Obaj żołnierze, pojmani w rejonie Kurska, stali się pierwszymi północnokoreańskimi jeńcami w tej wojnie. 9 stycznia 2025 roku jeden z nich został schwytany przez żołnierzy Ukraińskich Sił Specjalnych, a drugi odnotowany przez spadochroniarzy. SBU potwierdziła, że posiadanie żołnierzy z Korei Północnej w kontekście wojny jest bezsporne, a ich zeznania są kluczowym dowodem na współpracę Korei Północnej z rosyjskim okupantem.
Warto zrozumieć, że w kontekście wojny na Ukrainie pojawiają się coraz to nowe zaskakujące informacje. Przykładowo, były premier Wielkiej Brytanii Boris Johnson w niesłychanie emocjonalnym wystąpieniu zwrócił się do Władimira Putina, wskazując, że „to koniec”. Alesia, 44-letnia Ukrainka, która zgłosiła się do służby, mówi: „Boimy się, ale chcemy, aby nasze wnuki żyły w wolnym kraju”.
Zarządzanie konfliktami międzynarodowymi staje się coraz bardziej złożone. Tak samo trudne i dramatyczne są wydarzenia na froncie – we wtorek miało miejsce aż 157 starć bojowych, a nieprzyjaciel przeprowadził 63 ataki w rejonie Pokrowska. W ciągu ostatnich dni kijowska policja zintensyfikowała operacje antynarkotykowe, co przyczyniło się do znacznej liczby aresztowań.

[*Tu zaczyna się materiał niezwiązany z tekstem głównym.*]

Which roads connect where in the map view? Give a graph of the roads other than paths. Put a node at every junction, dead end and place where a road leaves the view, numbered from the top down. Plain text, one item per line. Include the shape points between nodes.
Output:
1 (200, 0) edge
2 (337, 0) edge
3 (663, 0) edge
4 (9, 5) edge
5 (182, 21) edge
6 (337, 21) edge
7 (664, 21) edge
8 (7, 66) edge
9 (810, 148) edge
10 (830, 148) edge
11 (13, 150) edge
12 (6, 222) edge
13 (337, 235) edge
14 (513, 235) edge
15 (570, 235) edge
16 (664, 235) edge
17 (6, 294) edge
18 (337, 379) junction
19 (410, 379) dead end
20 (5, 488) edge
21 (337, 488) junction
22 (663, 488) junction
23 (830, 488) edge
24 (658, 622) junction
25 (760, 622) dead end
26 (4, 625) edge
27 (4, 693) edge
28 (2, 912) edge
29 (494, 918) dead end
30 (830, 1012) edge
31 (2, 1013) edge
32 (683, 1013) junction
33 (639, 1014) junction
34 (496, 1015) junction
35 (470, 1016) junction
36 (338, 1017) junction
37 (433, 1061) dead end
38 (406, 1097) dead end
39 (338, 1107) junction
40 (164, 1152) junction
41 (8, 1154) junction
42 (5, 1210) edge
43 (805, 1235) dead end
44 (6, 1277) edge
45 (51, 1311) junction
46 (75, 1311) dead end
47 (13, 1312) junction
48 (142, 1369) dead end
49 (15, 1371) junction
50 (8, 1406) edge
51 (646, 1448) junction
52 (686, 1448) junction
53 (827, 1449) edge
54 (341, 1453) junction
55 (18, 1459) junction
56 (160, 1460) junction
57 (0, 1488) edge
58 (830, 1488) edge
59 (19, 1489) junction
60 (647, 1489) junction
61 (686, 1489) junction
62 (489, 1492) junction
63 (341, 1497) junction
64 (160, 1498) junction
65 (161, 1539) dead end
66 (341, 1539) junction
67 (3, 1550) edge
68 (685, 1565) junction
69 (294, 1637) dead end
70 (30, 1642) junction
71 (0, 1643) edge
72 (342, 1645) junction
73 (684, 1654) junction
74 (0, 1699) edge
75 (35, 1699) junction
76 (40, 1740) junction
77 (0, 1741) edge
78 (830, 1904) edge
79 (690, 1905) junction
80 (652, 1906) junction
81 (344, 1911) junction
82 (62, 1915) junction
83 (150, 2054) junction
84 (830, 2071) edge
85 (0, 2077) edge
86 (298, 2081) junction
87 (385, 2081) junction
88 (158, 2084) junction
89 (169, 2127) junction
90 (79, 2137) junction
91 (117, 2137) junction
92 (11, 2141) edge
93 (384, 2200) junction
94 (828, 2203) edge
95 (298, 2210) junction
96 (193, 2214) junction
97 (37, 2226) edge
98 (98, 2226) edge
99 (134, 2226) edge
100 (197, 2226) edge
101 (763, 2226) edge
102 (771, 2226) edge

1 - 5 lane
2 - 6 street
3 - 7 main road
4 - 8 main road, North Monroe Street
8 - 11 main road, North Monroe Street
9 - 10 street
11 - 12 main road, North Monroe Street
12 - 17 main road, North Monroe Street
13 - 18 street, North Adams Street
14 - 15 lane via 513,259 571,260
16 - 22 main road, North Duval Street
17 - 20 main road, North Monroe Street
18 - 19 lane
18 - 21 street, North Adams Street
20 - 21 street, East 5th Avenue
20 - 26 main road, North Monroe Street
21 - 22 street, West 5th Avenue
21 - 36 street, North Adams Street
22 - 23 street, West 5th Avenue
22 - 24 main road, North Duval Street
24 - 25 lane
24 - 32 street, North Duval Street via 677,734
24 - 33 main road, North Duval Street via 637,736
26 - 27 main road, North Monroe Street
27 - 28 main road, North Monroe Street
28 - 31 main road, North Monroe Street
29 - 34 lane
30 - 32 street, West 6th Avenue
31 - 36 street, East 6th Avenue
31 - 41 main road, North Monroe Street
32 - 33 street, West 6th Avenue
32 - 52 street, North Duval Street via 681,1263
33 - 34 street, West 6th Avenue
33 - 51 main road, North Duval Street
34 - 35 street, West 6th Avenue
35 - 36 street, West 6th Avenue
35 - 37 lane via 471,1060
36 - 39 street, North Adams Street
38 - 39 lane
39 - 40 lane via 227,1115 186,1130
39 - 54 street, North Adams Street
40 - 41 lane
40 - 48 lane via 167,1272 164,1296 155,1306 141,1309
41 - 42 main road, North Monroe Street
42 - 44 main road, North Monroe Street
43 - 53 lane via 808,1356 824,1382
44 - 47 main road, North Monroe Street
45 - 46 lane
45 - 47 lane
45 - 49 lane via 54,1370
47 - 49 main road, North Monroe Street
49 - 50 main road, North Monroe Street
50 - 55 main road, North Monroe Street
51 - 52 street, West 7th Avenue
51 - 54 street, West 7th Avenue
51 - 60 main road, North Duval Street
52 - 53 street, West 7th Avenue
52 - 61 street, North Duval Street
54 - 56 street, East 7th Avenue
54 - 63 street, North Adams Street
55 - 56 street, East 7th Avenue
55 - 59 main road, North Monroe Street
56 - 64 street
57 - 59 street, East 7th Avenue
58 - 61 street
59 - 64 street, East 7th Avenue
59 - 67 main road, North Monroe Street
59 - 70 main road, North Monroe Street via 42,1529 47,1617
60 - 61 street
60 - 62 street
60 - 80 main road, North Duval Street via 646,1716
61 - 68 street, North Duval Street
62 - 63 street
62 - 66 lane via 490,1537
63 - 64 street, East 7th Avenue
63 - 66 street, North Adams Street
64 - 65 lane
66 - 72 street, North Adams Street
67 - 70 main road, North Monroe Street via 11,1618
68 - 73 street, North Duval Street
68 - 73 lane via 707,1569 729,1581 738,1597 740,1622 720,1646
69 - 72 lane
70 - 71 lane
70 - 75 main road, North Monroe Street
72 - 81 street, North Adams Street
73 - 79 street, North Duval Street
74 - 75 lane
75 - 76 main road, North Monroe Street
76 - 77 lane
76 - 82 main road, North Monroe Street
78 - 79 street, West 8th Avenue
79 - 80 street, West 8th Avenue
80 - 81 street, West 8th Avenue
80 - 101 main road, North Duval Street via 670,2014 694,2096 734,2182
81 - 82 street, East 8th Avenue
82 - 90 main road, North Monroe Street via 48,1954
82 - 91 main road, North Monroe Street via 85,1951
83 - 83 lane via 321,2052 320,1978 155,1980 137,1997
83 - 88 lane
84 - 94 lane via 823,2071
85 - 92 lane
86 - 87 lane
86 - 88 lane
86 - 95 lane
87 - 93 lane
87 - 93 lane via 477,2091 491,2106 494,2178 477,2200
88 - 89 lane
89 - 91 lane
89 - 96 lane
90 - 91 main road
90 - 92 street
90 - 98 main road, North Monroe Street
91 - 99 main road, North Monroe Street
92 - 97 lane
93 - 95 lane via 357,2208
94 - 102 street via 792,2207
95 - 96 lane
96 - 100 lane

Na dodatek Rosja traci wykłady na szkolenie elitarnych jednostek, które były przygotowywane przez lata. Szacuje się, że straty Rosji sięgają już ponad 700 tysięcy żołnierzy. Z kolei Ukraina nadal walczy dzielnie o prawa swego narodu, co spotyka się z uznaniem międzynarodowym. Kraje zachodnie nieustannie wspierają Ukrainę, nie tylko militarnie, ale także humanitarnie. Przypadki jeńców północnokoreańskich pokazują jednak, jak złożony i szokujący może być ten konflikt.